Policial acusado de assediar mulher e matar o namorado dela na Expoacre volta a ter liberdade negada pela Justiça
Redação Notícia Imediata

O policial penal Raimundo Nonato Veloso da Silva teve mais uma vez negado o pedido de liberdade pela Câmara Criminal do Tribunal de Justiça do Acre (TJAC). A decisão foi tomada nesta sexta-feira (25), reforçando a manutenção da prisão preventiva do agente, acusado de homicídio qualificado, tentativa de feminicídio e importunação sexual.
Raimundo Nonato é réu pela morte de Wesley Santos da Silva, de apenas 20 anos, baleado na madrugada do dia 8 de agosto de 2023, durante a última noite da Expoacre. Além de Wesley, a namorada dele, Rita de Cássia, também foi ferida a tiros na confusão que se instalou dentro do Parque de Exposições Wildy Viana.
Pronunciado a júri popular em agosto de 2024, Raimundo já havia tido um pedido de liberdade negado pelo juiz Robson Ribeiro Aleixo. A defesa, comandada pelo advogado Wellington Silva, insistiu em converter a prisão preventiva em medidas cautelares, argumentando que o réu possui bons antecedentes, não representa risco de fuga e que o fim da fase de instrução criminal justificaria a mudança.
“Não há elementos concretos que demonstrem que sua liberdade irá comprometer a ordem pública ou interferir no processo”, alegou o defensor.

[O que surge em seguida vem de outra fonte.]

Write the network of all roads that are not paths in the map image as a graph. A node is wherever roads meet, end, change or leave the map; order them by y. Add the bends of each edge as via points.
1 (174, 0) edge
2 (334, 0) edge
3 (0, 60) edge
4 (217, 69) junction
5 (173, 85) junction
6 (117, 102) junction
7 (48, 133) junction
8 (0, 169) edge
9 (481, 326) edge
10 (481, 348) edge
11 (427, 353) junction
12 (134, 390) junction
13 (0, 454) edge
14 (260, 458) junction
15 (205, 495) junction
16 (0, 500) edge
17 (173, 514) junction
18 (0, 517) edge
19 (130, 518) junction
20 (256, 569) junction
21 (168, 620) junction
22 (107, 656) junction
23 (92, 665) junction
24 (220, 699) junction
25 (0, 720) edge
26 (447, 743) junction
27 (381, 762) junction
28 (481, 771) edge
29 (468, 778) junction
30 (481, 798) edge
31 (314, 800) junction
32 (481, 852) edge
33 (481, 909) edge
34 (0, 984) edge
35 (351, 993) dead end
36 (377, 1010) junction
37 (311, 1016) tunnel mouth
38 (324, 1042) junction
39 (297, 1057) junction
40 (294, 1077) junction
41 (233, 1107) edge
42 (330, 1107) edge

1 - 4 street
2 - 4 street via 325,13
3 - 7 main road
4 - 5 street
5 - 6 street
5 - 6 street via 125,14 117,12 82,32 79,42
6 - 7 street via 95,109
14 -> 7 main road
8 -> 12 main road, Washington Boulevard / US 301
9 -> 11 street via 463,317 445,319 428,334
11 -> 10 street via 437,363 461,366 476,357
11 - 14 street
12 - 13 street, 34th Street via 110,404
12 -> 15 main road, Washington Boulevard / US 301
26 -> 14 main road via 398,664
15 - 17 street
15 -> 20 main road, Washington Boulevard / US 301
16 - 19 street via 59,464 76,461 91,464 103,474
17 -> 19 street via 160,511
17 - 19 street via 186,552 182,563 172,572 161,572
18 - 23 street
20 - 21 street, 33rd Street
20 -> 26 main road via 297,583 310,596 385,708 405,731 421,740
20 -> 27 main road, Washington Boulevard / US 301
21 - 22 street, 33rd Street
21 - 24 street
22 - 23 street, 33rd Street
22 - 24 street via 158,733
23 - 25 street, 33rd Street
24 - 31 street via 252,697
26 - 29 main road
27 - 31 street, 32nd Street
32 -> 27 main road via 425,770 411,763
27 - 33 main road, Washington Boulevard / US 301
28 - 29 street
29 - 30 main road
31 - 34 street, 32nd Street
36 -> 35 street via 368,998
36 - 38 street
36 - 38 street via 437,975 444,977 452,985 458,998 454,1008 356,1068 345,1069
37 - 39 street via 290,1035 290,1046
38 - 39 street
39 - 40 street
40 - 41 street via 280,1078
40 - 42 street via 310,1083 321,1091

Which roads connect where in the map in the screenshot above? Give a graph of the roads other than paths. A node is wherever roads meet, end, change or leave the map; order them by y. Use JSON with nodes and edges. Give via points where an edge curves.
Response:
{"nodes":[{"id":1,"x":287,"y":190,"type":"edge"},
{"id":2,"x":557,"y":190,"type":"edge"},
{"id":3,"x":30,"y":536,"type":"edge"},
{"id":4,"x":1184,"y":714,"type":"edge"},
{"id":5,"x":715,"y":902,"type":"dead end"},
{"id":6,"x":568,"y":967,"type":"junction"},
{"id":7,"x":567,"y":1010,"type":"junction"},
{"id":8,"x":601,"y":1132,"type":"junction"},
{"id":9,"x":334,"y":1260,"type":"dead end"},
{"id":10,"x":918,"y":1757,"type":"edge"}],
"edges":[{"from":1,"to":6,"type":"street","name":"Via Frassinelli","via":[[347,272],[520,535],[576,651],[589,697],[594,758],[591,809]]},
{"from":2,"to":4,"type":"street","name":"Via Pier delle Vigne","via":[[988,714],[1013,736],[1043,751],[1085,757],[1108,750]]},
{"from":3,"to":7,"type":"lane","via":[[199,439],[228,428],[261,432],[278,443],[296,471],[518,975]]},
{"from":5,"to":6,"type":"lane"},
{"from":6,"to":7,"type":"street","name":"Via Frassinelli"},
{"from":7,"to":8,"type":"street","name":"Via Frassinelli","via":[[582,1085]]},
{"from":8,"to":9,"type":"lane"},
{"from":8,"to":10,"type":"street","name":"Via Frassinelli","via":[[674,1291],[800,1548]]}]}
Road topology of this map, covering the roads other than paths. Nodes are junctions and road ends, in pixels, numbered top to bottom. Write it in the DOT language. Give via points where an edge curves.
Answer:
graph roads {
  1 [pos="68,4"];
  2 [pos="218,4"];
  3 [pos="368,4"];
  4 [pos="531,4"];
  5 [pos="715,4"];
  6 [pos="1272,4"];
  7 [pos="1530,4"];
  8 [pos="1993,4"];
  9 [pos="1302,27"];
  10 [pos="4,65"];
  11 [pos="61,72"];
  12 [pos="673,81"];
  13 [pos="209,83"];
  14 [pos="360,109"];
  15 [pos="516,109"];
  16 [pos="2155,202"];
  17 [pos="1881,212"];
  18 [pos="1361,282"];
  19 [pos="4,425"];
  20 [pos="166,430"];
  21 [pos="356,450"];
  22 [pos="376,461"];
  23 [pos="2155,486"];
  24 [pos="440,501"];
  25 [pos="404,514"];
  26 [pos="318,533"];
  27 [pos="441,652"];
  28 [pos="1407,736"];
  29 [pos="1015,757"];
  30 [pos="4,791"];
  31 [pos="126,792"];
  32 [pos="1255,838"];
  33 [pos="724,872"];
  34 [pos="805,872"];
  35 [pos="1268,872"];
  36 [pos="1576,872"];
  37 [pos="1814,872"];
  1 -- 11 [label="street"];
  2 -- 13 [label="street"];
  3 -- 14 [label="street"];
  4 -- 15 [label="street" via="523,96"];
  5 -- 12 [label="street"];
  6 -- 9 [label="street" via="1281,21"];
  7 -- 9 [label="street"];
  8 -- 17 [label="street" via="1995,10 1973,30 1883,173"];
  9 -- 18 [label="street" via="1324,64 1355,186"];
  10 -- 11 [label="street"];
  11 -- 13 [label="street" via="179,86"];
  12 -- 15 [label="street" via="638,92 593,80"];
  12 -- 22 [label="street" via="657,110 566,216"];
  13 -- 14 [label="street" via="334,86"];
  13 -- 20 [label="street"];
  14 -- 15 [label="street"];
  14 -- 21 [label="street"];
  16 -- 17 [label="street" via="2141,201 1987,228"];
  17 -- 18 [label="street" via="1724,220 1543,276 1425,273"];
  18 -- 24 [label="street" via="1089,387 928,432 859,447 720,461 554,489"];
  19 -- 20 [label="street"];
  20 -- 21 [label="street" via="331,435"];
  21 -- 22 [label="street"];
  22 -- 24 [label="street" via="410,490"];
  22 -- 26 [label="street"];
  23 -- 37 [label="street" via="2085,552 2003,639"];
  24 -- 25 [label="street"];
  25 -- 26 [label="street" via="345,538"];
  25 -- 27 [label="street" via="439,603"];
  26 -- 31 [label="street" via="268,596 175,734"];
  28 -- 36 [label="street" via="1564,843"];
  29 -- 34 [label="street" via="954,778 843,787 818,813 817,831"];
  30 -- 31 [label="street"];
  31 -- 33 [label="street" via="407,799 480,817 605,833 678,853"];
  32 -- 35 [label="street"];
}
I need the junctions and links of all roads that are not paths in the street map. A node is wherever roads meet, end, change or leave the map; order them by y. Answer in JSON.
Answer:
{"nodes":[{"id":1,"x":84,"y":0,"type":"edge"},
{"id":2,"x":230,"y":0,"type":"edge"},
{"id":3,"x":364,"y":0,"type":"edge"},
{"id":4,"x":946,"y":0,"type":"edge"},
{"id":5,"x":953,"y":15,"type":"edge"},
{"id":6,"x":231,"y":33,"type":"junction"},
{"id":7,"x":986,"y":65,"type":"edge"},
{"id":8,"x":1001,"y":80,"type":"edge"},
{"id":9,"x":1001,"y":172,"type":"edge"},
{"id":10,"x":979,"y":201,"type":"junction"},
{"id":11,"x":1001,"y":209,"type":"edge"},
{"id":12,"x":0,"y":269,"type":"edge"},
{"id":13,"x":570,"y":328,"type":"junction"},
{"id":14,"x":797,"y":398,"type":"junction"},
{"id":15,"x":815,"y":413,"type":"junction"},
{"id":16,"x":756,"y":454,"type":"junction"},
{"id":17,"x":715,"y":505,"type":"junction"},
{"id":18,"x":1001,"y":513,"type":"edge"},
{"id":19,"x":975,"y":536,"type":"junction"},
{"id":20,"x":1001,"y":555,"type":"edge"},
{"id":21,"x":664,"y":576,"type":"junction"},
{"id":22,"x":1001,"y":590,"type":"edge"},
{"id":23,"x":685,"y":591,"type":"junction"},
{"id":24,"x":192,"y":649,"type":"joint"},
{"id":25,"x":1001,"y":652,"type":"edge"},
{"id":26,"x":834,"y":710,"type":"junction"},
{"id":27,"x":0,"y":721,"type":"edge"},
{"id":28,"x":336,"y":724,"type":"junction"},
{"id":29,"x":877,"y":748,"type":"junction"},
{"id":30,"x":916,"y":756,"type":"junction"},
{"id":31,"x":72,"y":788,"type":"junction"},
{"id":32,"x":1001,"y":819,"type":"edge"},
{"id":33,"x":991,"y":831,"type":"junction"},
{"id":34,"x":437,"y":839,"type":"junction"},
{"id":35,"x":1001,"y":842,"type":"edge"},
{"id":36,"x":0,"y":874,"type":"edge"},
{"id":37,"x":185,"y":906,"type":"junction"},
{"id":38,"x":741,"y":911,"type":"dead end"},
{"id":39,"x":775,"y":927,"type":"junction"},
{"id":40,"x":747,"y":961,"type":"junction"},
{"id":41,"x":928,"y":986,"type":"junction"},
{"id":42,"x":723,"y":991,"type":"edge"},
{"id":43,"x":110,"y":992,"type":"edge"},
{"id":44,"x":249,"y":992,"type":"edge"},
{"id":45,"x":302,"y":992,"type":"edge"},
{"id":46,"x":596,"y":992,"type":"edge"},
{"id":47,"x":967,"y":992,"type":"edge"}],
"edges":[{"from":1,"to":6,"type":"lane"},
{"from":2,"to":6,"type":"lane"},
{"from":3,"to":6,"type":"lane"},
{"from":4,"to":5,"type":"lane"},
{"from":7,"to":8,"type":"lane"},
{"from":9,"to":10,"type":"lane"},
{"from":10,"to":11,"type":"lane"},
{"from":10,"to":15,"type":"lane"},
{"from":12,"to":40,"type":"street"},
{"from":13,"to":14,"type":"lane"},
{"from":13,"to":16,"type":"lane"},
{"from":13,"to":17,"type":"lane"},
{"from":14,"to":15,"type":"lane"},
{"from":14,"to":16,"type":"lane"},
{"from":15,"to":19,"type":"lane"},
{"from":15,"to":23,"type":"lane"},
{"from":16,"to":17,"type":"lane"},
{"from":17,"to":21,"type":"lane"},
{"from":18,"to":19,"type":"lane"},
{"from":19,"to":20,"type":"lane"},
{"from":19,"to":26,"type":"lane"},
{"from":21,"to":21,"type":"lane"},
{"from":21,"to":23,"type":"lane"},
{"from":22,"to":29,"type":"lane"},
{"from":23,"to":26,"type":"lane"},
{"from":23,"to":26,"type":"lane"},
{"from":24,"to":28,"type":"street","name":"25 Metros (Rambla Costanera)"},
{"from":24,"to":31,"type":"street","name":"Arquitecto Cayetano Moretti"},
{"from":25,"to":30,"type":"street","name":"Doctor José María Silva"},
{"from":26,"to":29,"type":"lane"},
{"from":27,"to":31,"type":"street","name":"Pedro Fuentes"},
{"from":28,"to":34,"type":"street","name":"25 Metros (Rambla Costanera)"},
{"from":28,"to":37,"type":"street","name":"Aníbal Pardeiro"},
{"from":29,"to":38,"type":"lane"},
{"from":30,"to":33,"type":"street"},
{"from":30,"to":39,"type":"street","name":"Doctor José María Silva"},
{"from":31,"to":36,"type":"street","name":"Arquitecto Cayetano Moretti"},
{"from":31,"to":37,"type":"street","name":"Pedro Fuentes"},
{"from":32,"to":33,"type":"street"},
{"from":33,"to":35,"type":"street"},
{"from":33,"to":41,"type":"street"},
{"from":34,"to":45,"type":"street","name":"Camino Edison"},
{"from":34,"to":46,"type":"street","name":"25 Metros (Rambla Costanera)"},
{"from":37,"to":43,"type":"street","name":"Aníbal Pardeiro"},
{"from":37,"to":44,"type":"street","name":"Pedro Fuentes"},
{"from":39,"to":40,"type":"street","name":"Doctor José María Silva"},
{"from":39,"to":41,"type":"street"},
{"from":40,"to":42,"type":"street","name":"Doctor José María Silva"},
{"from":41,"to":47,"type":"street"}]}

Mesmo assim, a desembargadora Denise Bonfim manteve a prisão. Ela destacou que a decisão inicial foi colegiada pela Câmara Criminal e, portanto, não poderia ser revertida de forma individual. Além disso, negou qualquer ilegalidade na manutenção da medida restritiva.
“Concluo que os pressupostos que autorizam a concessão da liminar requerida não estão presentes, levando-me a indeferi-la”, afirmou Bonfim.
Com isso, Raimundo Nonato segue preso e aguarda a data para o julgamento em júri popular.